Exercise details: Keep the wording of every entry exactly as it is while leaving the pictures out of your copy.

━━ Listed records

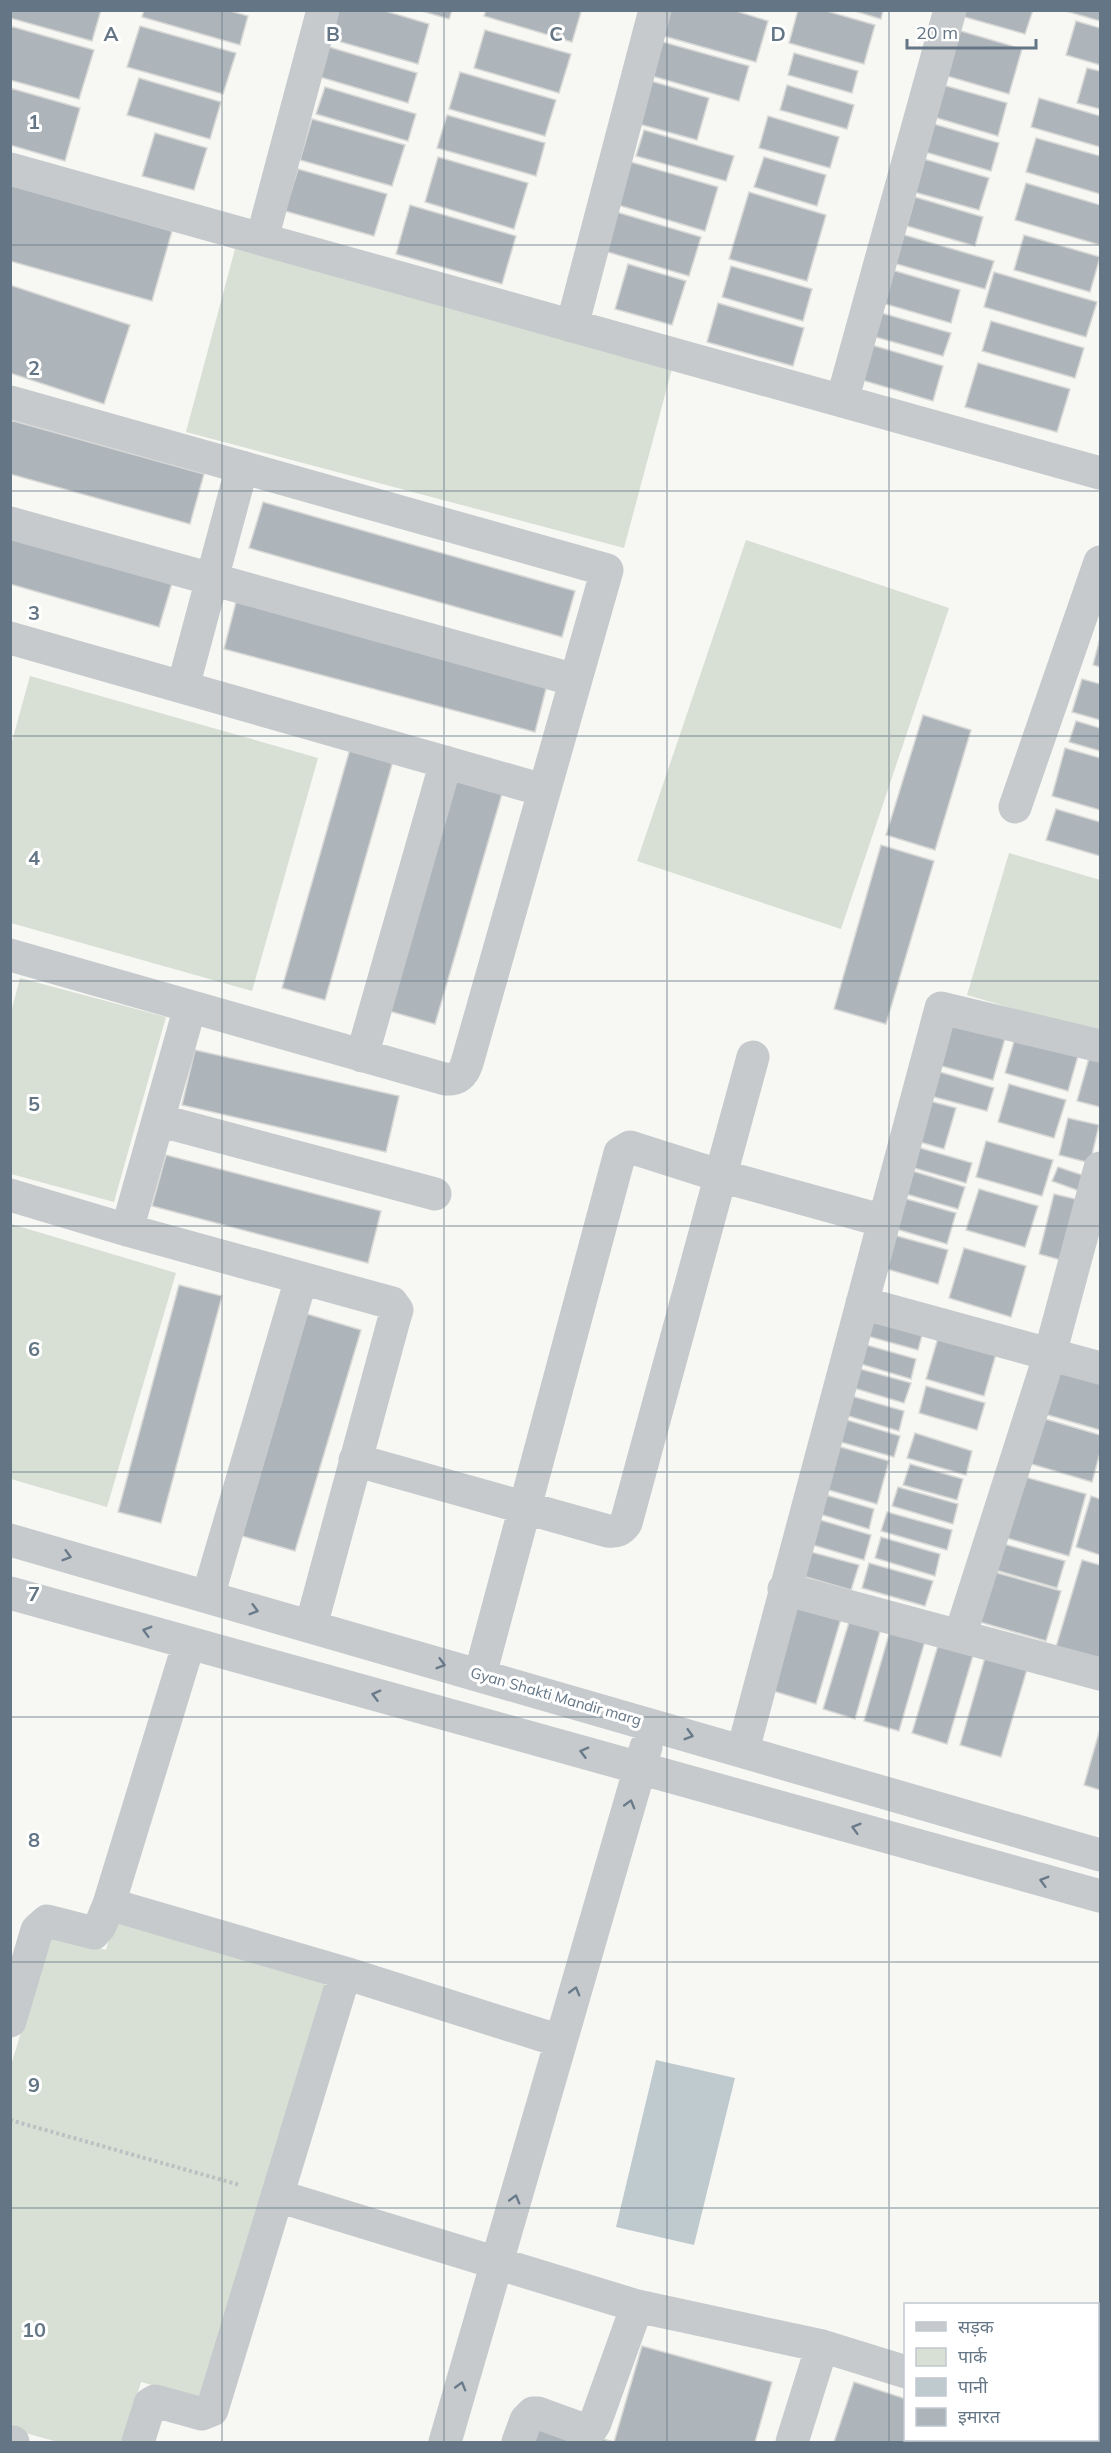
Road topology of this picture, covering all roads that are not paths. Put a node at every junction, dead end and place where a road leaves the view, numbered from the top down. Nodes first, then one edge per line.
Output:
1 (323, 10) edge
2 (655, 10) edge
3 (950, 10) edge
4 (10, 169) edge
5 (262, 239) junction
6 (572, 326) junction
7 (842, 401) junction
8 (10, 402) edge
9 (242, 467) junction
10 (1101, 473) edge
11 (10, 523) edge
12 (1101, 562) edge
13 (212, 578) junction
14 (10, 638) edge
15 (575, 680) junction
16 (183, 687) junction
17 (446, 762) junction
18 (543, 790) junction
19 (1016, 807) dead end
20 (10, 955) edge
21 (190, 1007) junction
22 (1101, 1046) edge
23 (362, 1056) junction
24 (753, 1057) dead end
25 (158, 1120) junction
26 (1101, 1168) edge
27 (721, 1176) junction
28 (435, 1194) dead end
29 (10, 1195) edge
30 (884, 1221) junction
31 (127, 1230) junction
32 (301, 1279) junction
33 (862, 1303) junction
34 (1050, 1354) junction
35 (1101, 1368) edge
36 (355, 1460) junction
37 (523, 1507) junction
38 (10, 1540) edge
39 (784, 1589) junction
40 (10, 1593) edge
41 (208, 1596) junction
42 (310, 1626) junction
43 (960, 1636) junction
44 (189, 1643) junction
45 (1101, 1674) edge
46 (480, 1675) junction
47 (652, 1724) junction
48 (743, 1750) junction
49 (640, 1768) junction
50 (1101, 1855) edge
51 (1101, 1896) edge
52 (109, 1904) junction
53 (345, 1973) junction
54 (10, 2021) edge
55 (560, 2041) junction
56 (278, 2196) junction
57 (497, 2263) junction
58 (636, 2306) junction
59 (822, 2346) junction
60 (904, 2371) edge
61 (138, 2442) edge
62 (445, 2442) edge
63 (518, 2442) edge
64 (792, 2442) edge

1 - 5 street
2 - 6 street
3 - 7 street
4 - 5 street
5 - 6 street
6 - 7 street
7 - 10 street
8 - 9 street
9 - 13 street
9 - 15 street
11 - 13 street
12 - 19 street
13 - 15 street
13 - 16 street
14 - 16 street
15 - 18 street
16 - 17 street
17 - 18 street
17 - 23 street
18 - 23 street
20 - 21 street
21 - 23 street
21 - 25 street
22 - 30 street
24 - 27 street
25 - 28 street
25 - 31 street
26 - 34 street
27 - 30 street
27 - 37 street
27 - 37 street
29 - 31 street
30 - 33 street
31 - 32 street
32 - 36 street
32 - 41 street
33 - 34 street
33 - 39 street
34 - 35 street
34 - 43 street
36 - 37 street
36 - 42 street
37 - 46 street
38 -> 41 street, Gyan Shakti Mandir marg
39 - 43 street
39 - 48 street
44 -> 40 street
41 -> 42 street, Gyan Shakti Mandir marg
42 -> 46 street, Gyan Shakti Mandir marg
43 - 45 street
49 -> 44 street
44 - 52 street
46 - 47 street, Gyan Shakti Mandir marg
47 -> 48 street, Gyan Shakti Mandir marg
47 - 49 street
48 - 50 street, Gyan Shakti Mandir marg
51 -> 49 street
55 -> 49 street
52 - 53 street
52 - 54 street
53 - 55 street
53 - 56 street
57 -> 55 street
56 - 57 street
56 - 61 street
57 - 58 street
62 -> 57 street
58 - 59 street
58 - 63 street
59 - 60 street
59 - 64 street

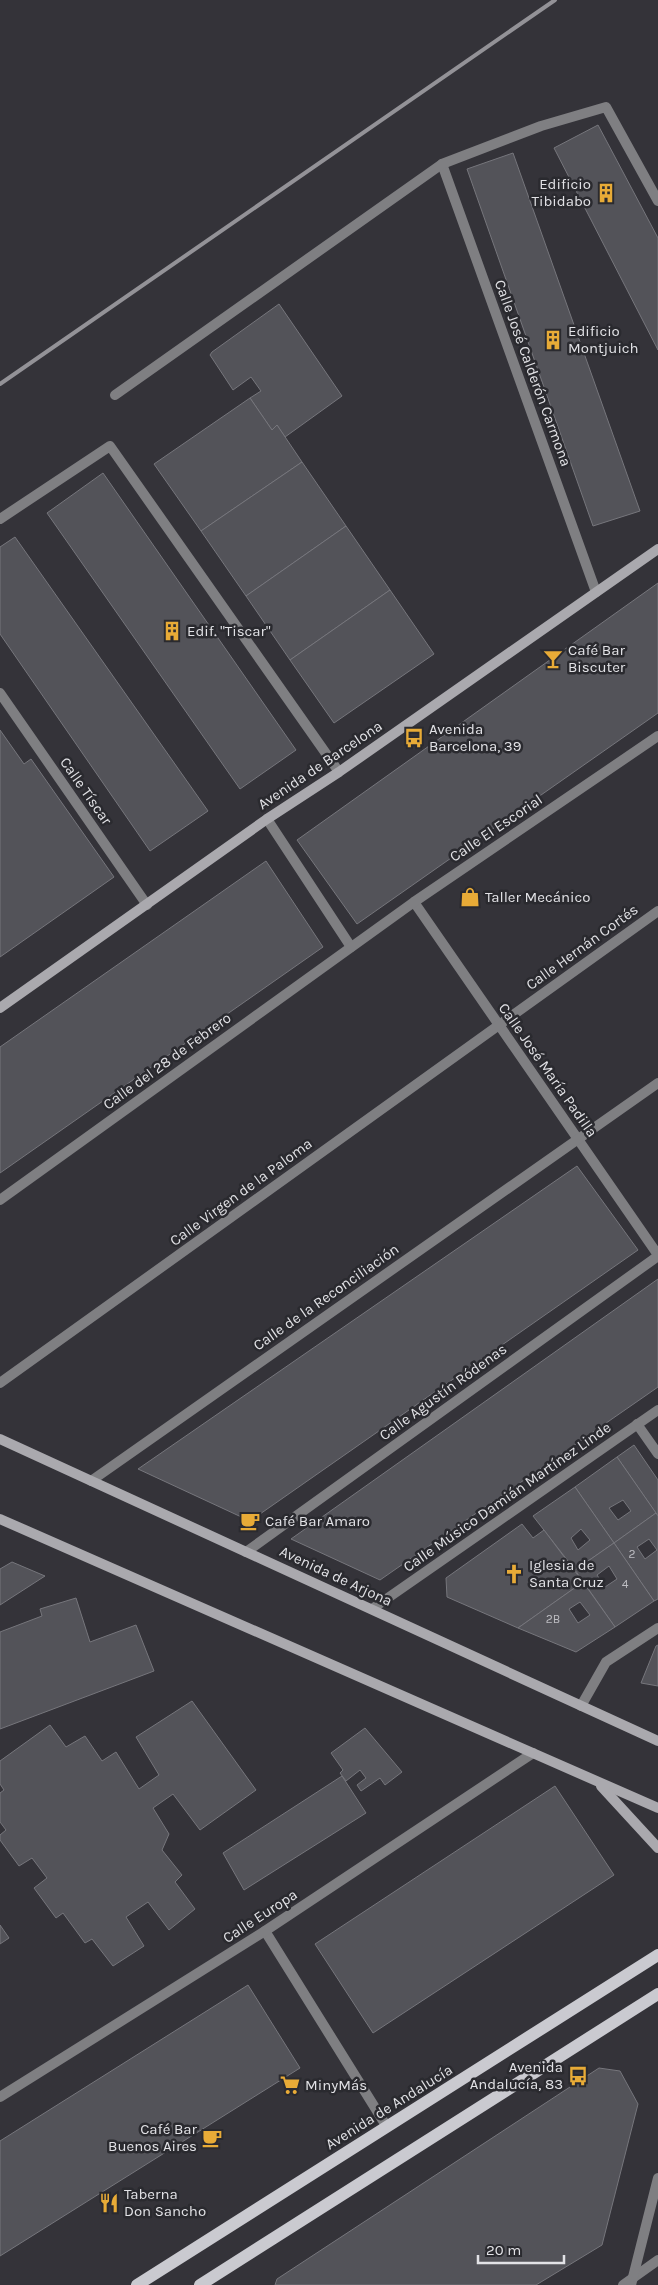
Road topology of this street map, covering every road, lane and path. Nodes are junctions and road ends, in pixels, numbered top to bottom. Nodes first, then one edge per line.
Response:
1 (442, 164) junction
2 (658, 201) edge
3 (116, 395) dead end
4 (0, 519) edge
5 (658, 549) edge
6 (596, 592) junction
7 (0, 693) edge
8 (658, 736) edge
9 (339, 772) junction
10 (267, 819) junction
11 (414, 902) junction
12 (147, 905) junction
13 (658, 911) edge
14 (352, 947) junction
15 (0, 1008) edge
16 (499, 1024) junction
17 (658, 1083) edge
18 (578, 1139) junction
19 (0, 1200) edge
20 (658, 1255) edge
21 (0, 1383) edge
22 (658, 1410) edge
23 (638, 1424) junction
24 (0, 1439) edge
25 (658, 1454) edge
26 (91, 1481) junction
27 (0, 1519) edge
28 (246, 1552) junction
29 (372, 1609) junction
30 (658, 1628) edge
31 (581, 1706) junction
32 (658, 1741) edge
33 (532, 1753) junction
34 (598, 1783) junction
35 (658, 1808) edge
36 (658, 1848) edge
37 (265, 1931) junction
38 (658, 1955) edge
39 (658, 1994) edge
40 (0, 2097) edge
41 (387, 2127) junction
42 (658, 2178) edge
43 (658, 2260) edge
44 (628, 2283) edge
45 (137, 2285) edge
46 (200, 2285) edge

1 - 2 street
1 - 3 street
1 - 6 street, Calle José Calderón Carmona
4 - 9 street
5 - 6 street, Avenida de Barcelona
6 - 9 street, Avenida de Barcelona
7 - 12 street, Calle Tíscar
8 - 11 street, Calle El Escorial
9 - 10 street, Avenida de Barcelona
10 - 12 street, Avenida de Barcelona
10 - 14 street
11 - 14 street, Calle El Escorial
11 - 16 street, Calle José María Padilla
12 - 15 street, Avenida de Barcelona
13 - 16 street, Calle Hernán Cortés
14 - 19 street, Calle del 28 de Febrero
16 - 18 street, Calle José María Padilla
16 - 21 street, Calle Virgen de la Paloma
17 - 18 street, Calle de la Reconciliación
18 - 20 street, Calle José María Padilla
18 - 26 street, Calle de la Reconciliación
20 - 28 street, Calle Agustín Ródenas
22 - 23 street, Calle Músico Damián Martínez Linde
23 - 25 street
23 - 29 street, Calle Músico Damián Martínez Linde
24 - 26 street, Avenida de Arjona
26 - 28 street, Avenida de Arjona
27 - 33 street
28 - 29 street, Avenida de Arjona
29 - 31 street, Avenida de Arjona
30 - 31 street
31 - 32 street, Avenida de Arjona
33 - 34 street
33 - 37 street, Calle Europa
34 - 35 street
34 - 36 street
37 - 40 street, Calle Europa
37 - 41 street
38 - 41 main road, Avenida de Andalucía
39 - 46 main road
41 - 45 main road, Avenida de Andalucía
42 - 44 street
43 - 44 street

━━━━

Problem solution:
Road topology of this picture, covering all roads that are not paths. Put a node at every junction, dead end and place where a road leaves the view, numbered from the top down. Nodes first, then one edge per line.
Output:
1 (323, 10) edge
2 (655, 10) edge
3 (950, 10) edge
4 (10, 169) edge
5 (262, 239) junction
6 (572, 326) junction
7 (842, 401) junction
8 (10, 402) edge
9 (242, 467) junction
10 (1101, 473) edge
11 (10, 523) edge
12 (1101, 562) edge
13 (212, 578) junction
14 (10, 638) edge
15 (575, 680) junction
16 (183, 687) junction
17 (446, 762) junction
18 (543, 790) junction
19 (1016, 807) dead end
20 (10, 955) edge
21 (190, 1007) junction
22 (1101, 1046) edge
23 (362, 1056) junction
24 (753, 1057) dead end
25 (158, 1120) junction
26 (1101, 1168) edge
27 (721, 1176) junction
28 (435, 1194) dead end
29 (10, 1195) edge
30 (884, 1221) junction
31 (127, 1230) junction
32 (301, 1279) junction
33 (862, 1303) junction
34 (1050, 1354) junction
35 (1101, 1368) edge
36 (355, 1460) junction
37 (523, 1507) junction
38 (10, 1540) edge
39 (784, 1589) junction
40 (10, 1593) edge
41 (208, 1596) junction
42 (310, 1626) junction
43 (960, 1636) junction
44 (189, 1643) junction
45 (1101, 1674) edge
46 (480, 1675) junction
47 (652, 1724) junction
48 (743, 1750) junction
49 (640, 1768) junction
50 (1101, 1855) edge
51 (1101, 1896) edge
52 (109, 1904) junction
53 (345, 1973) junction
54 (10, 2021) edge
55 (560, 2041) junction
56 (278, 2196) junction
57 (497, 2263) junction
58 (636, 2306) junction
59 (822, 2346) junction
60 (904, 2371) edge
61 (138, 2442) edge
62 (445, 2442) edge
63 (518, 2442) edge
64 (792, 2442) edge

1 - 5 street
2 - 6 street
3 - 7 street
4 - 5 street
5 - 6 street
6 - 7 street
7 - 10 street
8 - 9 street
9 - 13 street
9 - 15 street
11 - 13 street
12 - 19 street
13 - 15 street
13 - 16 street
14 - 16 street
15 - 18 street
16 - 17 street
17 - 18 street
17 - 23 street
18 - 23 street
20 - 21 street
21 - 23 street
21 - 25 street
22 - 30 street
24 - 27 street
25 - 28 street
25 - 31 street
26 - 34 street
27 - 30 street
27 - 37 street
27 - 37 street
29 - 31 street
30 - 33 street
31 - 32 street
32 - 36 street
32 - 41 street
33 - 34 street
33 - 39 street
34 - 35 street
34 - 43 street
36 - 37 street
36 - 42 street
37 - 46 street
38 -> 41 street, Gyan Shakti Mandir marg
39 - 43 street
39 - 48 street
44 -> 40 street
41 -> 42 street, Gyan Shakti Mandir marg
42 -> 46 street, Gyan Shakti Mandir marg
43 - 45 street
49 -> 44 street
44 - 52 street
46 - 47 street, Gyan Shakti Mandir marg
47 -> 48 street, Gyan Shakti Mandir marg
47 - 49 street
48 - 50 street, Gyan Shakti Mandir marg
51 -> 49 street
55 -> 49 street
52 - 53 street
52 - 54 street
53 - 55 street
53 - 56 street
57 -> 55 street
56 - 57 street
56 - 61 street
57 - 58 street
62 -> 57 street
58 - 59 street
58 - 63 street
59 - 60 street
59 - 64 street

Road topology of this street map, covering every road, lane and path. Nodes are junctions and road ends, in pixels, numbered top to bottom. Nodes first, then one edge per line.
Response:
1 (442, 164) junction
2 (658, 201) edge
3 (116, 395) dead end
4 (0, 519) edge
5 (658, 549) edge
6 (596, 592) junction
7 (0, 693) edge
8 (658, 736) edge
9 (339, 772) junction
10 (267, 819) junction
11 (414, 902) junction
12 (147, 905) junction
13 (658, 911) edge
14 (352, 947) junction
15 (0, 1008) edge
16 (499, 1024) junction
17 (658, 1083) edge
18 (578, 1139) junction
19 (0, 1200) edge
20 (658, 1255) edge
21 (0, 1383) edge
22 (658, 1410) edge
23 (638, 1424) junction
24 (0, 1439) edge
25 (658, 1454) edge
26 (91, 1481) junction
27 (0, 1519) edge
28 (246, 1552) junction
29 (372, 1609) junction
30 (658, 1628) edge
31 (581, 1706) junction
32 (658, 1741) edge
33 (532, 1753) junction
34 (598, 1783) junction
35 (658, 1808) edge
36 (658, 1848) edge
37 (265, 1931) junction
38 (658, 1955) edge
39 (658, 1994) edge
40 (0, 2097) edge
41 (387, 2127) junction
42 (658, 2178) edge
43 (658, 2260) edge
44 (628, 2283) edge
45 (137, 2285) edge
46 (200, 2285) edge

1 - 2 street
1 - 3 street
1 - 6 street, Calle José Calderón Carmona
4 - 9 street
5 - 6 street, Avenida de Barcelona
6 - 9 street, Avenida de Barcelona
7 - 12 street, Calle Tíscar
8 - 11 street, Calle El Escorial
9 - 10 street, Avenida de Barcelona
10 - 12 street, Avenida de Barcelona
10 - 14 street
11 - 14 street, Calle El Escorial
11 - 16 street, Calle José María Padilla
12 - 15 street, Avenida de Barcelona
13 - 16 street, Calle Hernán Cortés
14 - 19 street, Calle del 28 de Febrero
16 - 18 street, Calle José María Padilla
16 - 21 street, Calle Virgen de la Paloma
17 - 18 street, Calle de la Reconciliación
18 - 20 street, Calle José María Padilla
18 - 26 street, Calle de la Reconciliación
20 - 28 street, Calle Agustín Ródenas
22 - 23 street, Calle Músico Damián Martínez Linde
23 - 25 street
23 - 29 street, Calle Músico Damián Martínez Linde
24 - 26 street, Avenida de Arjona
26 - 28 street, Avenida de Arjona
27 - 33 street
28 - 29 street, Avenida de Arjona
29 - 31 street, Avenida de Arjona
30 - 31 street
31 - 32 street, Avenida de Arjona
33 - 34 street
33 - 37 street, Calle Europa
34 - 35 street
34 - 36 street
37 - 40 street, Calle Europa
37 - 41 street
38 - 41 main road, Avenida de Andalucía
39 - 46 main road
41 - 45 main road, Avenida de Andalucía
42 - 44 street
43 - 44 street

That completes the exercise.